الْبِرَّ مَنْ  ifadesinde istiâre sanatı vardır. Canlılara ait ism-i mevsûl,  الْبِرَّ ‘ye isnad edilerek, cansız olan bir şey canlı yerinde kullanılmıştır. Mübalağa için gelen bu üslupta tecessüm sanatı da vardır. الْبِرَّ , yani iyilik kelimesi, iyilik eden kişinin kendisi olarak ifade edilmiştir.

اٰمَنَ  fiilinde cem edilmiş olan iman edilmesi gerekenler; Allah, ahiret günü, melekler, kitab ve peygamberler olarak sayılmıştır. Cem’ maa’t-taksim sanatıdır.

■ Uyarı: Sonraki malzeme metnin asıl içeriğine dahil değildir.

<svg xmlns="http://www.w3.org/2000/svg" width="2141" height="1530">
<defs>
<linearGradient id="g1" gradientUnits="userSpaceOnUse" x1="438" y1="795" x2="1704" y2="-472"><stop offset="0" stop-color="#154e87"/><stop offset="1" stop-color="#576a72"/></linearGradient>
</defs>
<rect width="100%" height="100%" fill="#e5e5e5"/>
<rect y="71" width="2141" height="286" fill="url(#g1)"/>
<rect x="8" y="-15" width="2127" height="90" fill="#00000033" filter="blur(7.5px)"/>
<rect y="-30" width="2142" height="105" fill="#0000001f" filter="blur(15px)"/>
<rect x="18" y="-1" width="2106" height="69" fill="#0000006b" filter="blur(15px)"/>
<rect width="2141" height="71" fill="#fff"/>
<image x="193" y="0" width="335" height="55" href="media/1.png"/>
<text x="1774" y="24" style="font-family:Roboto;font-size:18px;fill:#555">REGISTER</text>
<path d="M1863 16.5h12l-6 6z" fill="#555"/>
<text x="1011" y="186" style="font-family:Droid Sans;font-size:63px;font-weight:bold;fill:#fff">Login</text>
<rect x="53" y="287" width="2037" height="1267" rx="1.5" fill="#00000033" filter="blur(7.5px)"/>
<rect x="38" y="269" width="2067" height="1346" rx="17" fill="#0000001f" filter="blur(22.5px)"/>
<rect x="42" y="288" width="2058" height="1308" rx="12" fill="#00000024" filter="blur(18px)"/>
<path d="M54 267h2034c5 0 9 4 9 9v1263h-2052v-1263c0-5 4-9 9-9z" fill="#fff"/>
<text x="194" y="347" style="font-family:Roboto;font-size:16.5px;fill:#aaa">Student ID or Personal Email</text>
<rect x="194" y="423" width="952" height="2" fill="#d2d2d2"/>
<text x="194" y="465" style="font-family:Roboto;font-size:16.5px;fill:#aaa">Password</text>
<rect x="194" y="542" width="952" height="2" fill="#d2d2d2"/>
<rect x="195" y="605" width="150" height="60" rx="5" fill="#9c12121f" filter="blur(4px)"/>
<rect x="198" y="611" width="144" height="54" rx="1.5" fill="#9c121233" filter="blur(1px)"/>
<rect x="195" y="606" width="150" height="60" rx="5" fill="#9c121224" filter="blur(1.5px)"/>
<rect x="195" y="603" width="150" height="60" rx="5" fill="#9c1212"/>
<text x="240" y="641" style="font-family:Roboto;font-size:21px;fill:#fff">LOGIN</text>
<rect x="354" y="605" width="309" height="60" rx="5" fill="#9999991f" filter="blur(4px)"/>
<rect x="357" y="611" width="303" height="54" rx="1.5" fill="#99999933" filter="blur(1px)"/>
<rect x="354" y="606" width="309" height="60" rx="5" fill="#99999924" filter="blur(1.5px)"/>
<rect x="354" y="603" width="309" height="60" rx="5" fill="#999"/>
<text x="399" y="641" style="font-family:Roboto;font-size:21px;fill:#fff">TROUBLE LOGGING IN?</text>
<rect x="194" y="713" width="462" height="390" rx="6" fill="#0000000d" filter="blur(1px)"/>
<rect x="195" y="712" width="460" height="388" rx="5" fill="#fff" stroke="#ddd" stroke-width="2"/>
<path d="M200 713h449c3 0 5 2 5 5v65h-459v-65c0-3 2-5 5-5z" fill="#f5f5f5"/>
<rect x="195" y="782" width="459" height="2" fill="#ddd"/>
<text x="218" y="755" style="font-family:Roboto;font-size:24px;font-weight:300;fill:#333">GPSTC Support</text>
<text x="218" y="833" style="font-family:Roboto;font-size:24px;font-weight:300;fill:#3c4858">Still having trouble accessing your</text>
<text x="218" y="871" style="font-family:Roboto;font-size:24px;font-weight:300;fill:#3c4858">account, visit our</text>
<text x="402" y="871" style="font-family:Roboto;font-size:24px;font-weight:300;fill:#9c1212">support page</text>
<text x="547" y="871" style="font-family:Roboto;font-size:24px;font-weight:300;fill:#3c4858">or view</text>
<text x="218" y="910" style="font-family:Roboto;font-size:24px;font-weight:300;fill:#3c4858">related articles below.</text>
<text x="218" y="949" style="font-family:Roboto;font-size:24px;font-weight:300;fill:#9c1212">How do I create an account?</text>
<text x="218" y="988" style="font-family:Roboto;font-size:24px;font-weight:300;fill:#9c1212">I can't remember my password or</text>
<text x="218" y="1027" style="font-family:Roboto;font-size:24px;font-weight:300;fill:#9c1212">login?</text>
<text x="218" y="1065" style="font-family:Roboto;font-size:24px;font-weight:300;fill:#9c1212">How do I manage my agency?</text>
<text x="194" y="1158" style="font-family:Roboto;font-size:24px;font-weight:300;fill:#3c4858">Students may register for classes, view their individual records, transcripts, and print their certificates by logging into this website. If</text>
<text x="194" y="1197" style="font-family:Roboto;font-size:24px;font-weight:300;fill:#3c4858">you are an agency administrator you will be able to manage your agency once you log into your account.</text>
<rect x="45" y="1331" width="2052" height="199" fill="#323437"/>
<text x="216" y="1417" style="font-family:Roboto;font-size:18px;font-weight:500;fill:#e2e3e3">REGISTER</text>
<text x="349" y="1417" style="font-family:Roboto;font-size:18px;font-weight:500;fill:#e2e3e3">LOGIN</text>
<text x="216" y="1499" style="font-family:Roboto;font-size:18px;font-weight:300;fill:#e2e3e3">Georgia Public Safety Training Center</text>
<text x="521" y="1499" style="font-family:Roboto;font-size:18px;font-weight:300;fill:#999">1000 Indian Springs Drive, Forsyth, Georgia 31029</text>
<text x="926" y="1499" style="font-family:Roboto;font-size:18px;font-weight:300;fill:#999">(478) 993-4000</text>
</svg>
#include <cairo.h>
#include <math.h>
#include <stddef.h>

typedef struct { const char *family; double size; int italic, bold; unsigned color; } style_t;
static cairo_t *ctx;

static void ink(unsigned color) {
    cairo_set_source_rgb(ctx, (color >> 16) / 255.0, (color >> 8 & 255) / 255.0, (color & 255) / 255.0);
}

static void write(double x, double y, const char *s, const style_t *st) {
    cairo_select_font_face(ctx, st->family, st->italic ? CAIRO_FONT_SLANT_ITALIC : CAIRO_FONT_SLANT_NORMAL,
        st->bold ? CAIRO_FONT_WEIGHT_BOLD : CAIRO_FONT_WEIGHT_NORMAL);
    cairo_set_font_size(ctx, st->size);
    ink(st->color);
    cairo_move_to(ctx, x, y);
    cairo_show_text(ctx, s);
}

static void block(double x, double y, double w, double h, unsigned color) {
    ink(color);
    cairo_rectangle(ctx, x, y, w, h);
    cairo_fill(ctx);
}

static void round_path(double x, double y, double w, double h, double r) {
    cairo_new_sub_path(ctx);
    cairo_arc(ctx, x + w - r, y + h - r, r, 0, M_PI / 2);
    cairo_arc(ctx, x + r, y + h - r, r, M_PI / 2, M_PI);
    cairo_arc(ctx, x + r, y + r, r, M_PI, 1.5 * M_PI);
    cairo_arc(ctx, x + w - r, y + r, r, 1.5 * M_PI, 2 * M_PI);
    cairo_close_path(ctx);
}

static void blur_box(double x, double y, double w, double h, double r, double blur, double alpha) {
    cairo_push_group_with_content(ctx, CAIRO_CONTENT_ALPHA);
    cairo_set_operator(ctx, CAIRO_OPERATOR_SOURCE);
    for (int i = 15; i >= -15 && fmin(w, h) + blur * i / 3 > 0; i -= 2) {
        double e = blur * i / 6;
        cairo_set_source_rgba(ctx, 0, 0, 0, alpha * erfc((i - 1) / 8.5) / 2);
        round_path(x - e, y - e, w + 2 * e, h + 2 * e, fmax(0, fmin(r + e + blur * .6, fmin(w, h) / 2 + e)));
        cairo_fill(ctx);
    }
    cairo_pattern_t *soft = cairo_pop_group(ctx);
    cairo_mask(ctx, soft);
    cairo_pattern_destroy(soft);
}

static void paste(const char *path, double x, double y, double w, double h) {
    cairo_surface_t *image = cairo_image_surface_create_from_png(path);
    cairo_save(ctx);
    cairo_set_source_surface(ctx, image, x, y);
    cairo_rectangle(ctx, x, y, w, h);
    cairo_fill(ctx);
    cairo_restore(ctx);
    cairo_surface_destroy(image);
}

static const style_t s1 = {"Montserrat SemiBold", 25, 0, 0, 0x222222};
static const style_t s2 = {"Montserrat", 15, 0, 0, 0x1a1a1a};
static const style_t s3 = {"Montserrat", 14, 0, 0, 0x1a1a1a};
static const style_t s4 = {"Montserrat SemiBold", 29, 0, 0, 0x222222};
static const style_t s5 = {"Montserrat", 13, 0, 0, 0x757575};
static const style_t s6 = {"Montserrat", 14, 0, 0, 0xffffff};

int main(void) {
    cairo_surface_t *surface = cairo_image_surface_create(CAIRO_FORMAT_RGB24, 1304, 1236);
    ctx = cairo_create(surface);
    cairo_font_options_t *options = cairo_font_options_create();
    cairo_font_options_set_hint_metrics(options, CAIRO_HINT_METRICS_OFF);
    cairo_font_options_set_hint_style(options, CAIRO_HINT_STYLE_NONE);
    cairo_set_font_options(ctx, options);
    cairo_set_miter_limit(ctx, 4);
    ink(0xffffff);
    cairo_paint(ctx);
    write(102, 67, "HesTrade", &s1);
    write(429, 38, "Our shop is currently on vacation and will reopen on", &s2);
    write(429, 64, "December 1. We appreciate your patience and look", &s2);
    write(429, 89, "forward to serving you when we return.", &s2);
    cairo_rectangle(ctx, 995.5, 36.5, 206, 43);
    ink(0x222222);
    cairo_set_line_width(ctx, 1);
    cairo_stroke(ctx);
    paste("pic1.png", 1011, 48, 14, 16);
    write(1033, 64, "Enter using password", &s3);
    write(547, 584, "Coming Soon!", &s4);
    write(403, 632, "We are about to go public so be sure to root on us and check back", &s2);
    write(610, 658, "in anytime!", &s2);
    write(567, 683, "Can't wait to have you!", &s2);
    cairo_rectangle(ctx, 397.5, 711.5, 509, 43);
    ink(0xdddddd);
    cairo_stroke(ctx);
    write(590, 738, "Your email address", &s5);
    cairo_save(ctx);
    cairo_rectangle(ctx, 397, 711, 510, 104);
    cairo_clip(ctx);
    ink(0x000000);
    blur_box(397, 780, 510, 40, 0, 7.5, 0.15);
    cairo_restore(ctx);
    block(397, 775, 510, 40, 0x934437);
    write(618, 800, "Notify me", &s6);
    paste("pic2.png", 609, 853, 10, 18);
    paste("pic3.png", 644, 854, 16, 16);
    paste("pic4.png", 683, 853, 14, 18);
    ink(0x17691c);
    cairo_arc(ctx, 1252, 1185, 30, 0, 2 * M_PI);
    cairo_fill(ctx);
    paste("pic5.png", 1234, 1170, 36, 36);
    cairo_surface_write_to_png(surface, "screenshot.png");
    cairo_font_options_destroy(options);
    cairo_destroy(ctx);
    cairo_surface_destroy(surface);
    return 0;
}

لٰكِنَّ , kendisinden sonra gelen cümleye, önceki cümlenin hükmüne muhalif bir hüküm kazandırır. Bu yüzden kendisinden önce, sonradan gelecek cümleye muhalif veya mütenakız bir sözün geçmesi lazımdır. (Suyûtî, İtkân fî Ulûmi’l-Kur’ân,c. 2 s.474)

وَلٰكِنَّ الْبِرَّ مَنْ اٰمَنَ بِاللّٰهِ  ibaresinde muzâf hazfedilmiştir. Yani;  بِرَّ مَنۡ ءَامَنَ (İyi; … ya iman eden kimsedir.) demektir. Çünkü  مَنْ آمَنَ  ile kişi kastedilmez. Hazif olmaması da caizdir. O zaman  ٱلۡبِرَّ  ism-i fail manasında masdar olur. Veya ٱلۡبِرَّ ’ nin mübalağa için البر ’ya ıtlak edildiği de söylenmiştir. İlki daha uygundur. (https://tafsir.app/aljadwal/2/177)

Ahiret gününden kasıt, öldükten sonraki dirilme günüdür. ٱلۡكِتَـٰبِ  kelimesinden kasıt cins manasında olması nedeniyle bütün ilahi kitaplar veya sadece Kur’an olabilir. (Nesefî, Medâriku’t-Tenzîl Ve Hakâîku’t-Te’vîl)

الْكِتَابِ  ‘deki tarif, istiğrak manasında cins ifade eder. Yani, Allah’ın kitaplarına Tevrat, İncil ve Kur’an gibi iman etti. (Âşûr, Et-Tahrîr Ve’t-Tenvîr) 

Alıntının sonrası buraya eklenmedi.